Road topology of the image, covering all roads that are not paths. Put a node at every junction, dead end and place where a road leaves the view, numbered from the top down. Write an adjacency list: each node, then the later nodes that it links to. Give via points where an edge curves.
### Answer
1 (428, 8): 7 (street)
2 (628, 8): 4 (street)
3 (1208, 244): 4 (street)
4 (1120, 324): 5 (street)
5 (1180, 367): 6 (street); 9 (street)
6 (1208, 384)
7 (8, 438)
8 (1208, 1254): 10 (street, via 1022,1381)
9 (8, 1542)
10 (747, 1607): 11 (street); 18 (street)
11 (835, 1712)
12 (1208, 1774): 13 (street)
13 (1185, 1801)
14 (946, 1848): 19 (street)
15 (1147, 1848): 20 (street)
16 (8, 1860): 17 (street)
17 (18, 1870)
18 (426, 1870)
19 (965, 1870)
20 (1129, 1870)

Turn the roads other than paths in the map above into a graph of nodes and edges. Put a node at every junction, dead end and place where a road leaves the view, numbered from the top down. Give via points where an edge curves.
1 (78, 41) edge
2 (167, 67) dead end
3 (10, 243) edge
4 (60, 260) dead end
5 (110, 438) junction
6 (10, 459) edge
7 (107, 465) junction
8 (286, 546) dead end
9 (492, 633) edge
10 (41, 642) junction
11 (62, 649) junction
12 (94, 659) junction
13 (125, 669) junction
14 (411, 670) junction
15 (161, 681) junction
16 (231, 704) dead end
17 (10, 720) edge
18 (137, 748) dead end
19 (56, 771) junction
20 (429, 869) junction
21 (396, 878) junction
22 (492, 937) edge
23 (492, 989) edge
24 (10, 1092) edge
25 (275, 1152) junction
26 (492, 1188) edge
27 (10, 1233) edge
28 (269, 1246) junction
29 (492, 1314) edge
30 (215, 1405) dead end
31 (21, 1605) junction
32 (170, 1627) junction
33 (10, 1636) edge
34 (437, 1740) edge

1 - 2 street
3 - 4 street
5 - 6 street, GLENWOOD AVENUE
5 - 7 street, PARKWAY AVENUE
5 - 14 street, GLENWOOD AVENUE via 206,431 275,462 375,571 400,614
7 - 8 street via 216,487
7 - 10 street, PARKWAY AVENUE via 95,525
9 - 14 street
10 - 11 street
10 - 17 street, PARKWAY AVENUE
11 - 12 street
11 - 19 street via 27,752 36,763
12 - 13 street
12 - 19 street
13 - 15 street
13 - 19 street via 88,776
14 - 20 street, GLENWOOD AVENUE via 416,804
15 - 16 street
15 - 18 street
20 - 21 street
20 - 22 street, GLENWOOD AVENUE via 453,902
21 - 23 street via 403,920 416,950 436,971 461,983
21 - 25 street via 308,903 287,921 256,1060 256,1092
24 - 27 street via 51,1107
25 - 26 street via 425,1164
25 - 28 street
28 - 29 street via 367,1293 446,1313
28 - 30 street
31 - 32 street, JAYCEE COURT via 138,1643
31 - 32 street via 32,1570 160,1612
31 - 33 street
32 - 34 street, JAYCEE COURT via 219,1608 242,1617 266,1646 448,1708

What you need to do =
An exact copy of the listing above is all the answer should hold.

Solution to this task =
Road topology of the image, covering all roads that are not paths. Put a node at every junction, dead end and place where a road leaves the view, numbered from the top down. Write an adjacency list: each node, then the later nodes that it links to. Give via points where an edge curves.
### Answer
1 (428, 8): 7 (street)
2 (628, 8): 4 (street)
3 (1208, 244): 4 (street)
4 (1120, 324): 5 (street)
5 (1180, 367): 6 (street); 9 (street)
6 (1208, 384)
7 (8, 438)
8 (1208, 1254): 10 (street, via 1022,1381)
9 (8, 1542)
10 (747, 1607): 11 (street); 18 (street)
11 (835, 1712)
12 (1208, 1774): 13 (street)
13 (1185, 1801)
14 (946, 1848): 19 (street)
15 (1147, 1848): 20 (street)
16 (8, 1860): 17 (street)
17 (18, 1870)
18 (426, 1870)
19 (965, 1870)
20 (1129, 1870)

Turn the roads other than paths in the map above into a graph of nodes and edges. Put a node at every junction, dead end and place where a road leaves the view, numbered from the top down. Give via points where an edge curves.
1 (78, 41) edge
2 (167, 67) dead end
3 (10, 243) edge
4 (60, 260) dead end
5 (110, 438) junction
6 (10, 459) edge
7 (107, 465) junction
8 (286, 546) dead end
9 (492, 633) edge
10 (41, 642) junction
11 (62, 649) junction
12 (94, 659) junction
13 (125, 669) junction
14 (411, 670) junction
15 (161, 681) junction
16 (231, 704) dead end
17 (10, 720) edge
18 (137, 748) dead end
19 (56, 771) junction
20 (429, 869) junction
21 (396, 878) junction
22 (492, 937) edge
23 (492, 989) edge
24 (10, 1092) edge
25 (275, 1152) junction
26 (492, 1188) edge
27 (10, 1233) edge
28 (269, 1246) junction
29 (492, 1314) edge
30 (215, 1405) dead end
31 (21, 1605) junction
32 (170, 1627) junction
33 (10, 1636) edge
34 (437, 1740) edge

1 - 2 street
3 - 4 street
5 - 6 street, GLENWOOD AVENUE
5 - 7 street, PARKWAY AVENUE
5 - 14 street, GLENWOOD AVENUE via 206,431 275,462 375,571 400,614
7 - 8 street via 216,487
7 - 10 street, PARKWAY AVENUE via 95,525
9 - 14 street
10 - 11 street
10 - 17 street, PARKWAY AVENUE
11 - 12 street
11 - 19 street via 27,752 36,763
12 - 13 street
12 - 19 street
13 - 15 street
13 - 19 street via 88,776
14 - 20 street, GLENWOOD AVENUE via 416,804
15 - 16 street
15 - 18 street
20 - 21 street
20 - 22 street, GLENWOOD AVENUE via 453,902
21 - 23 street via 403,920 416,950 436,971 461,983
21 - 25 street via 308,903 287,921 256,1060 256,1092
24 - 27 street via 51,1107
25 - 26 street via 425,1164
25 - 28 street
28 - 29 street via 367,1293 446,1313
28 - 30 street
31 - 32 street, JAYCEE COURT via 138,1643
31 - 32 street via 32,1570 160,1612
31 - 33 street
32 - 34 street, JAYCEE COURT via 219,1608 242,1617 266,1646 448,1708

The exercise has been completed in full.